The United States’ Typhon missile system is part of the army’s long-range precision strike “modernisation portfolio”, according to an April report on the US Naval Institute’s website.
The system “leverages existing Raytheon-produced SM-6 missiles and Raytheon-produced Tomahawk cruise missiles and modifies them for ground launch”, it added.
It is “a truck-based, trailer-loaded system that is able to be employed throughout rugged and austere positions”, US Colonel Wade Germann told reporters Monday at an air station in the Japanese city of Iwakuni.
“The deterrent against armed attacks can be enhanced as the security environment surrounding Japan becomes increasingly severe,” a spokesperson for Japan’s Self-Defence Forces said, cited by AFP.
Typhon was deployed in the northern Philippines in 2024 for annual joint exercises.
Typhon Missile System Can Target China and Russia
In December, Manila angered Beijing when it said it planned to acquire the system in a push to secure its maritime interests.
“The United States’ deployment of the Typhon system in Asian countries… heightens the risk of a regional arms race and military confrontation, and poses a substantive threat to regional strategic security,” Lin said Tuesday.
The spokesperson said that the US and Japan should “earnestly respect the security concerns of other countries, face up to the request of regional countries, and correct their wrong practices”.
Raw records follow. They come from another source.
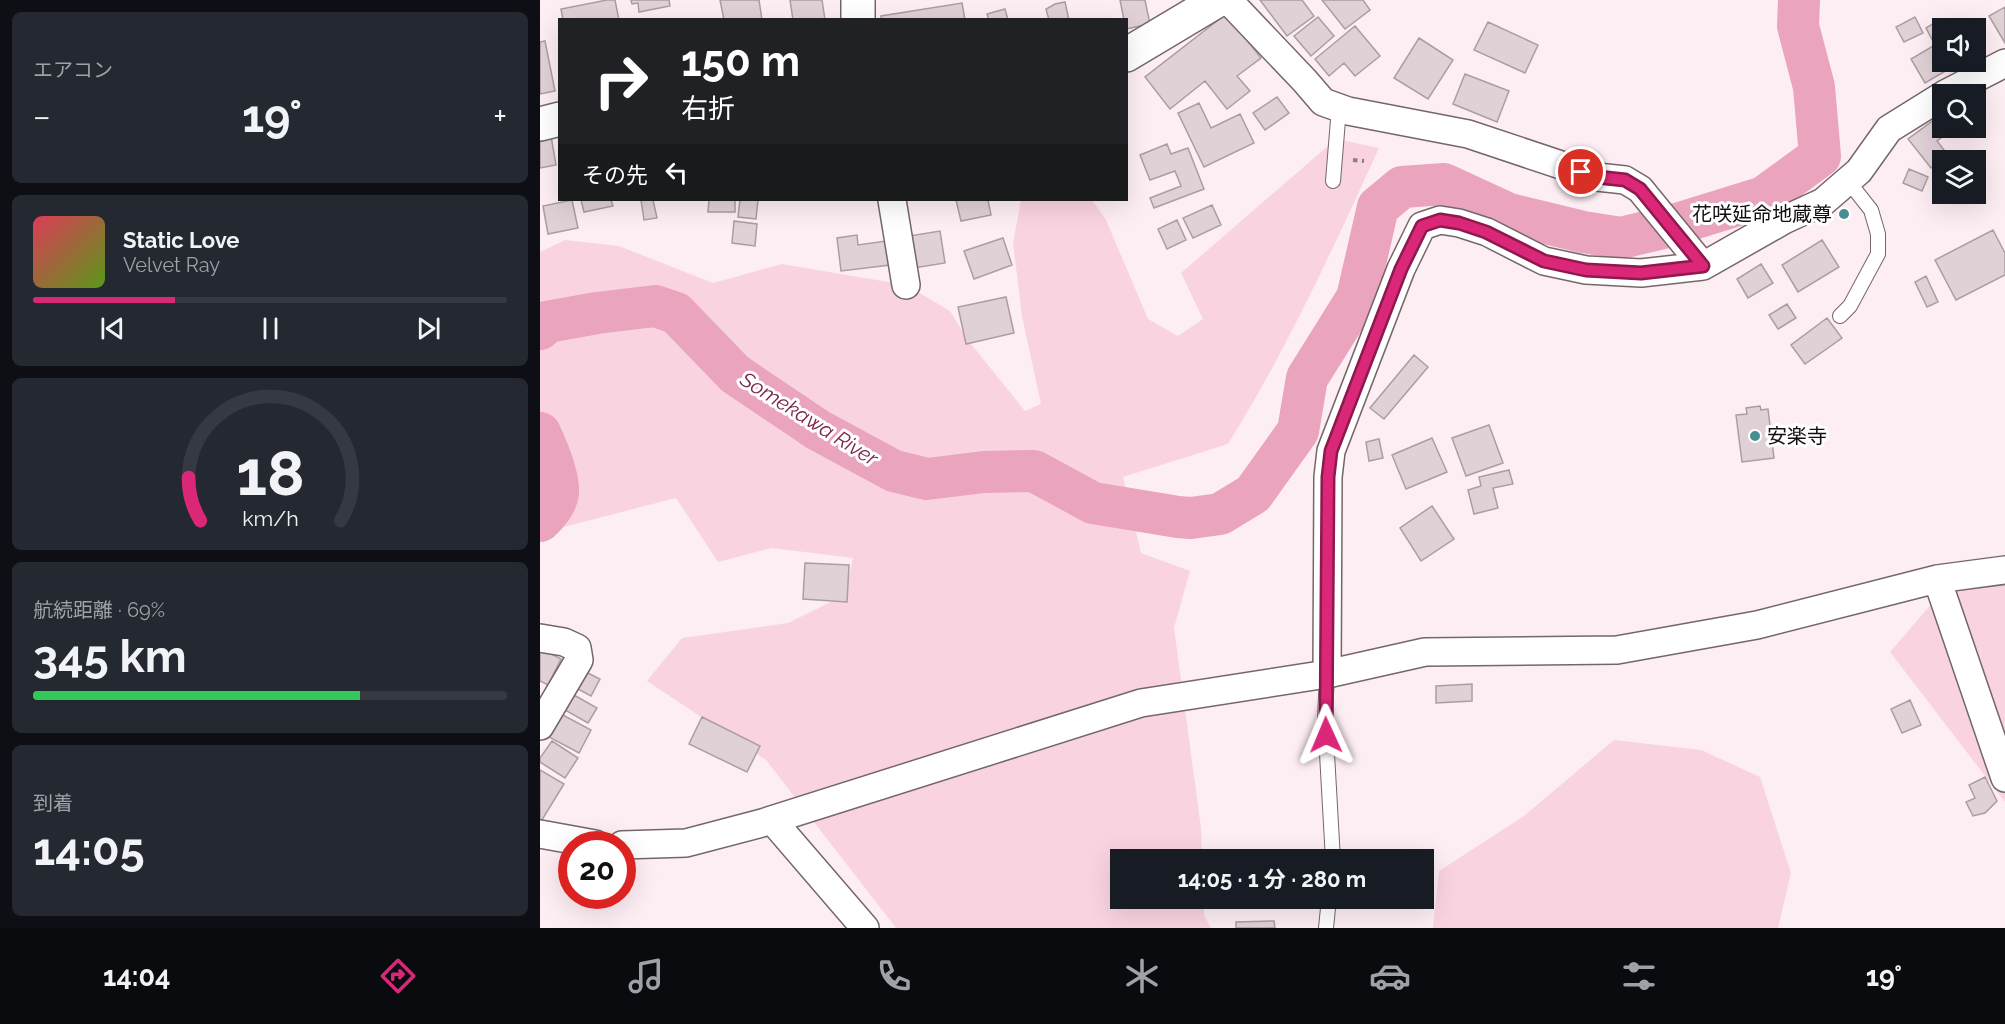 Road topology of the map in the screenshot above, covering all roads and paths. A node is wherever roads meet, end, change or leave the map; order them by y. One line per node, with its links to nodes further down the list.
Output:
1 (858, 0): 4 (main road)
2 (1218, 0): 5 (main road)
3 (1228, 0): 9 (street)
4 (858, 18)
5 (1128, 54)
6 (2005, 63): 7 (street)
7 (1965, 84)
8 (1932, 102): 13 (street)
9 (1342, 110): 12 (lane); 15 (street)
10 (558, 119): 11 (main road)
11 (540, 124)
12 (1333, 181)
13 (1848, 181): 15 (street); 17 (lane)
14 (892, 201): 16 (street)
15 (1698, 261): 21 (street)
16 (906, 285)
17 (1840, 316)
18 (2005, 570): 19 (street)
19 (1937, 579): 21 (street); 23 (street)
20 (540, 638): 22 (street)
21 (1327, 674): 24 (street); 28 (lane)
22 (540, 726)
23 (2005, 778)
24 (772, 820): 27 (street); 30 (street)
25 (540, 834): 26 (street)
26 (558, 837)
27 (636, 845)
28 (1332, 849)
29 (1328, 909): 31 (lane)
30 (865, 928)
31 (1326, 928) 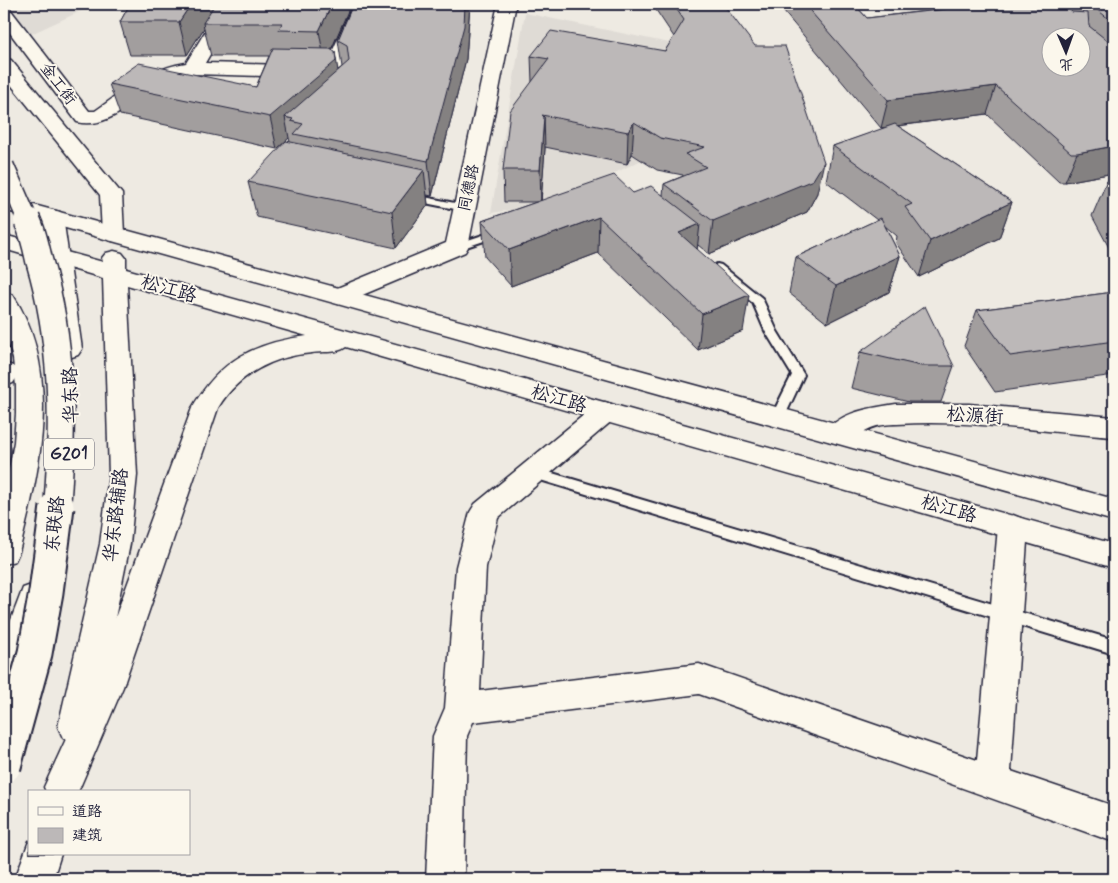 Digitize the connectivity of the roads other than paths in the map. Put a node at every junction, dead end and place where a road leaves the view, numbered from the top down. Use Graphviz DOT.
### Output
graph roads {
  1 [pos="230,4"];
  2 [pos="361,4"];
  3 [pos="507,4"];
  4 [pos="4,13"];
  5 [pos="4,64"];
  6 [pos="193,68"];
  7 [pos="4,166"];
  8 [pos="399,194"];
  9 [pos="4,204"];
  10 [pos="465,208"];
  11 [pos="52,217"];
  12 [pos="512,228"];
  13 [pos="113,234"];
  14 [pos="4,242"];
  15 [pos="457,247"];
  16 [pos="57,257"];
  17 [pos="707,260"];
  18 [pos="115,274"];
  19 [pos="338,296"];
  20 [pos="4,300"];
  21 [pos="370,346"];
  22 [pos="4,372"];
  23 [pos="4,376"];
  24 [pos="605,412"];
  25 [pos="778,417"];
  26 [pos="1114,427"];
  27 [pos="839,434"];
  28 [pos="532,472"];
  29 [pos="1114,510"];
  30 [pos="1012,527"];
  31 [pos="4,552"];
  32 [pos="1114,556"];
  33 [pos="1005,614"];
  34 [pos="1114,647"];
  35 [pos="4,684"];
  36 [pos="462,708"];
  37 [pos="4,766"];
  38 [pos="993,782"];
  39 [pos="61,789"];
  40 [pos="1114,824"];
  41 [pos="41,856"];
  42 [pos="34,879"];
  43 [pos="444,879"];
  1 -- 6 [label="main road"];
  2 -- 6 [label="main road"];
  3 -- 10 [label="main road, 同德路"];
  4 -- 6 [label="main road, 金工街"];
  5 -- 13 [label="main road, 华东路辅路"];
  7 -- 37 [label="main road, 东联路, bridge"];
  8 -- 10 [label="lane"];
  9 -- 11 [label="main road, 松江路"];
  10 -- 15 [label="main road, 同德路"];
  11 -- 13 [label="main road, 松江路"];
  11 -- 16 [label="main road, 华东路 / G201"];
  12 -- 15 [label="lane"];
  13 -- 18 [label="main road, 华东路辅路"];
  13 -- 19 [label="main road, 松江路"];
  14 -- 16 [label="main road, 松江路"];
  15 -- 19 [label="main road"];
  16 -- 18 [label="main road, 松江路"];
  16 -- 35 [label="main road, 华东路 / G201"];
  17 -- 25 [label="lane"];
  18 -- 21 [label="main road, 松江路"];
  18 -- 39 [label="main road, 华东路辅路"];
  19 -- 25 [label="main road, 松江路"];
  20 -- 31 [label="main road, G201"];
  21 -- 24 [label="main road, 松江路"];
  21 -- 39 [label="main road"];
  22 -- 23 [label="main road"];
  24 -- 28 [label="main road"];
  24 -- 30 [label="main road, 松江路"];
  25 -- 27 [label="main road, 松江路"];
  26 -- 27 [label="main road, 松源街"];
  27 -- 29 [label="main road, 松江路"];
  28 -- 33 [label="lane"];
  28 -- 36 [label="main road"];
  30 -- 32 [label="main road, 松江路"];
  30 -- 33 [label="main road"];
  33 -- 34 [label="lane"];
  33 -- 38 [label="main road"];
  36 -- 38 [label="main road"];
  36 -- 43 [label="main road"];
  38 -- 40 [label="main road"];
  41 -- 42 [label="main road"];
} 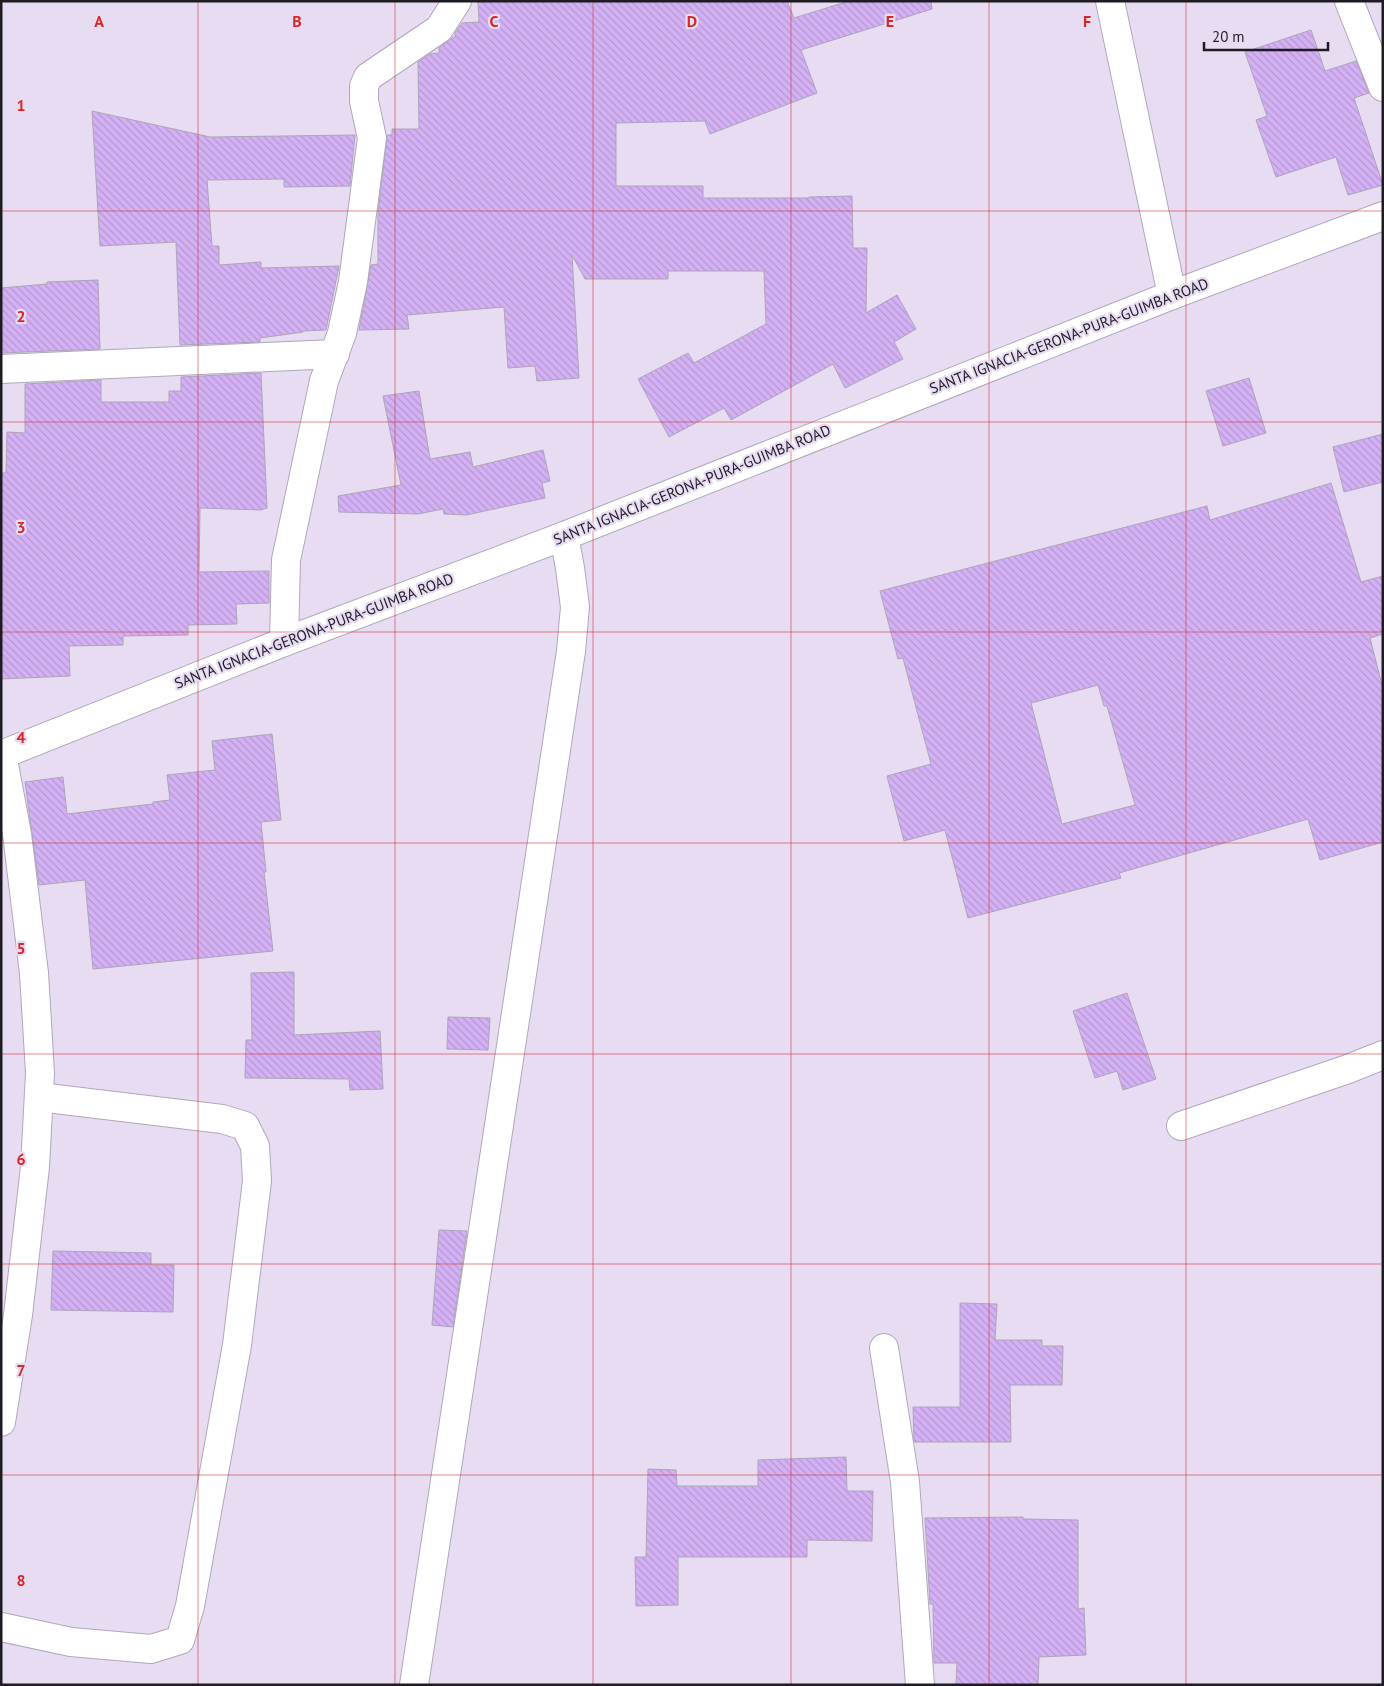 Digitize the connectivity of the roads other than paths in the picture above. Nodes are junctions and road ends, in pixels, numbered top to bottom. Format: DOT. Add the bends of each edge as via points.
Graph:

The deployment of Typhon missile system in Japan underscores Washington and Tokyo’s growing willingness to field weapons that Beijing has condemned as destabilising.
The land-based launcher is capable of firing Tomahawk cruise missiles with enough range to strike China’s eastern seaboard or parts of Russia from Japan, Reuters reported.
“Employing multiple systems and different types of munitions, it is able to create dilemmas for the enemy,” Colonel Wade Germann, commander of the task force that operates the missile system, said at Marine Corps Air Station Iwakuni in front of the launcher.
“The speed with which it can be deployed enables us to forward position it when required expeditiously,” he said as quoted by Reuters. He declined to say where the unit will go next or whether it will return to Japan. The US also conducted live-fire exercises in Australia this year.
Typhon can also fire SM-6 missiles designed to strike ships or aircraft at ranges beyond 200 km (125 miles). Washington is seeking to mass such anti-ship weapons across Asia as it tries to counter China’s growing missile arsenal, according to Reuters.
Japan is also stepping up military spending. It is buying Tomahawk missiles for its warships and developing its own intermediate-range missiles as part of its biggest military expansion since World War Two.